2015 yılının Temmuz ayından bu yana Kürdistan’da süren devlet saldırıları, yeni tartışmaları da beraberinde getiriyor. Gazetemizin 31. ve 33. sayılarında yayınladığımız bazı yazılarda da değindiğimiz Kürdistan’a yönelik imar planları halen tartışılırken; Kürdistan’da asimilasyonun zemini olacak başkaca planlar dillendirildi devlet yetkilileri tarafından. Yakın zamanda Bakanlar Kurulu toplantısında alınan bir kararla, Başbakan Yardımcısı Tuğrul Türkeş’in, Kürdistan’da yürütülecek “inşa ve ihya” sürecinin koordinatörlüğünü yürüteceği duyuruldu.
“Toplumsal ve sosyal bir rehabilitasyon çalışması” olarak açıklanan bu süreçle birlikte devlet, devletin Kürdistan’ı yeniden dizayn etme politikalarına yenisini ekledi.
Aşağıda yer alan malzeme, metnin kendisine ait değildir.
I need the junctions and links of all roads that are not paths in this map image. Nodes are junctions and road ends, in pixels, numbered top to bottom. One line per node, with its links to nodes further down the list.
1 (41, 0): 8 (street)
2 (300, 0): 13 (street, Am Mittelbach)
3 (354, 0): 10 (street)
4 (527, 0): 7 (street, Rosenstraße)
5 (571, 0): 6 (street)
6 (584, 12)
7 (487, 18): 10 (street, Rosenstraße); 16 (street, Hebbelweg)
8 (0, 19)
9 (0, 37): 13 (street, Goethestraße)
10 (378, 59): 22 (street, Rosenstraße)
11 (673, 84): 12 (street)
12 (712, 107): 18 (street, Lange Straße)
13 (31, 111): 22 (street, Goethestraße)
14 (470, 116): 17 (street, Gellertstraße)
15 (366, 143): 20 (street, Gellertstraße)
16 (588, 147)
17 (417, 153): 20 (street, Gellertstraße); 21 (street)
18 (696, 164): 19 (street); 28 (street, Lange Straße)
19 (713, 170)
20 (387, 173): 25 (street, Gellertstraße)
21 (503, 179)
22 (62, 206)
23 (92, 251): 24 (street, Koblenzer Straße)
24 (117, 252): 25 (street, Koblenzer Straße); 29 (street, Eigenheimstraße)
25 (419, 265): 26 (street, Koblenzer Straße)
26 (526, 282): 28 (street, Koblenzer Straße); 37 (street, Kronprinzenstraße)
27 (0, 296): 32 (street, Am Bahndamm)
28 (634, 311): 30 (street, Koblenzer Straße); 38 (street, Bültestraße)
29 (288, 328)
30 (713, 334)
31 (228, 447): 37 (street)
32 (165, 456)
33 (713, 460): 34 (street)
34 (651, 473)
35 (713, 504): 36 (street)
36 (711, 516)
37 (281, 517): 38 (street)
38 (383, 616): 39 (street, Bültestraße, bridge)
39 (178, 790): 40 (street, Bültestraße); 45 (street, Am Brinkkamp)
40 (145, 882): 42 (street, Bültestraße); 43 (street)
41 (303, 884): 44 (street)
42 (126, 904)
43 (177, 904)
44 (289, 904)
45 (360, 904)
Peki, bölgeyi rant alanına dönüştürmenin paralelinde işleyecek olan toplumsal bir Türkleştirme projesi olarak rehabilitasyon ne anlama geliyor?
Sağlığına kavuşturma ya da tedavi edip bir işe alıştırma olarak tanımlanan rehabilitasyonun, devlet tarafından Kürdistan’da yürütülecek bir “iyileştirme” projesi olarak sunulması aslında bir savaş stratejisi olarak karşımızda.
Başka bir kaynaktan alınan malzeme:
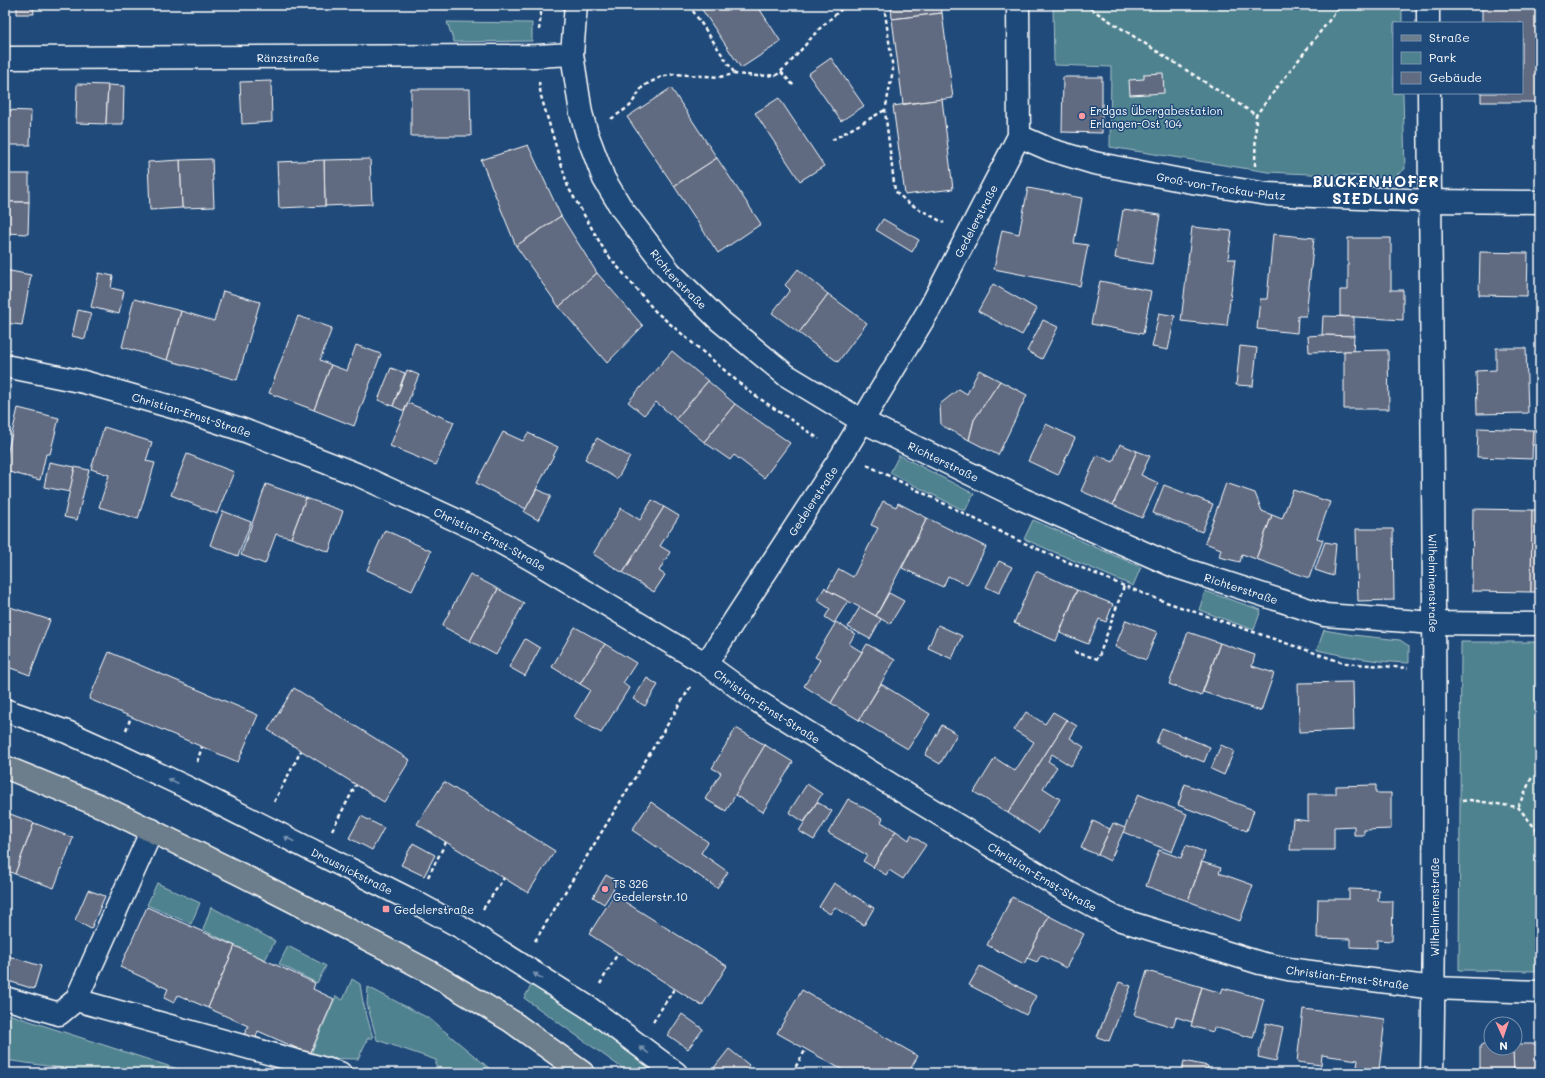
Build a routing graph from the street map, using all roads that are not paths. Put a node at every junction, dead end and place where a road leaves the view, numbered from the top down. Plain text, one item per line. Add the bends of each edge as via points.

Uyguladığı baskıcı politikalarla toplumun ruh sağlığında kalıcı hasarlara neden olan devlet, sonrasında, bu “hastalıkları” “iyileştirmek” için uğraşır. Bu durumun kendisi “rehabilite etme” olarak tanımlansa da, bu iyileştirme sürecinde, var olan durum geri dönüşü mümkün olmayacak bir şekilde “kötüleştirilir”. Devlet; kendinden olmayanı ya da onun dayattığına biat etmeyeni “hasta” ilan edip, çeşitli projeleriyle bu “hastalıkları tedavi etmek” isterken aslında bu tedavinin ardında başka bir savaş yöntemini uygulamaya koyar: Asimilasyon
MHP’nin kurucusu Alparslan Türkeş’in oğlu Tuğrul Türkeş’in MHP’den ayrılarak AKP’ye geçmesi, MHP kanadında tartışmalara neden olmuştu. Türkeş, 1 Kasım seçimlerinden sonra edindiği başbakan yardımcılığı pozisyonunu Binali Yıldırım döneminde de sürdürerek kendine yönelen eleştirileri de bertaraf etmişti.
Savaş stratejisinin bir uzantısı olarak bölgede gerçekleştirilecek “rehabilitasyon” çalışmasının koordinatörlüğünde, Tuğrul Türkeş gibi ırkçı geçmişi aşikar olan bir ismin görevlendirmesi, savaşın psikolojik yönünü açıkça gösterir nitelikte. Kendi siyasi varlığını babası Alparslan Türkeş’in siyasi varlığı üzerinden sağlayan ve bu geleneğin savunucusu olan Türkeş’in koordinatörlüğünün, denk düştüğü yeri iyi görmek gerek.
Türklük konusunda Nazi ırkçılığına varan bir ırkçılığı savunan; işçilere ve devrimcilere karşı ülkücü grupları silahlandıran; sendikacıların ve devrimcilerin katledilmesi emrini veren; Alevilerin ve Kürtlerin katledilmesinde aktif rol oynayan bir geleneğe sahip olan Türkeş’in, Kürdistan’da ne gibi çalışmaları koordine edeceğini bugünden tahmin etmek zor değil.
Batman Valiliği’nden Diyarbakır Valiliği’ne uzanan baskıcı ve katliamcı özgeçmişiyle bilinen Efkan Ala’nın, Kürt halkının yaralarını deşmek istercesine Başbakanlık Müsteşarlığı’ndan İçişleri Bakanlığı’na getirilmesi ile Tuğrul Türkeş’in rehabilitasyon koordinatörlüğünün benzerliği açık.
Devletin rehabilitasyon adı altında amaçladığı; bölgede yıllardır uyguladığı asimilasyon politikasını farklı bir boyutta sürdürebilmektir. Bu asimilasyon politikasının hedefi, babası Alparslan Türkeş’in sözünü hatırlatan Tuğrul Türkeş’in açıklamasında da oldukça nettir: “Biz ne kadar Türksek onlar da o kadar Türk, biz ne kadar Kürtsek onlar da o kadar Kürttür.”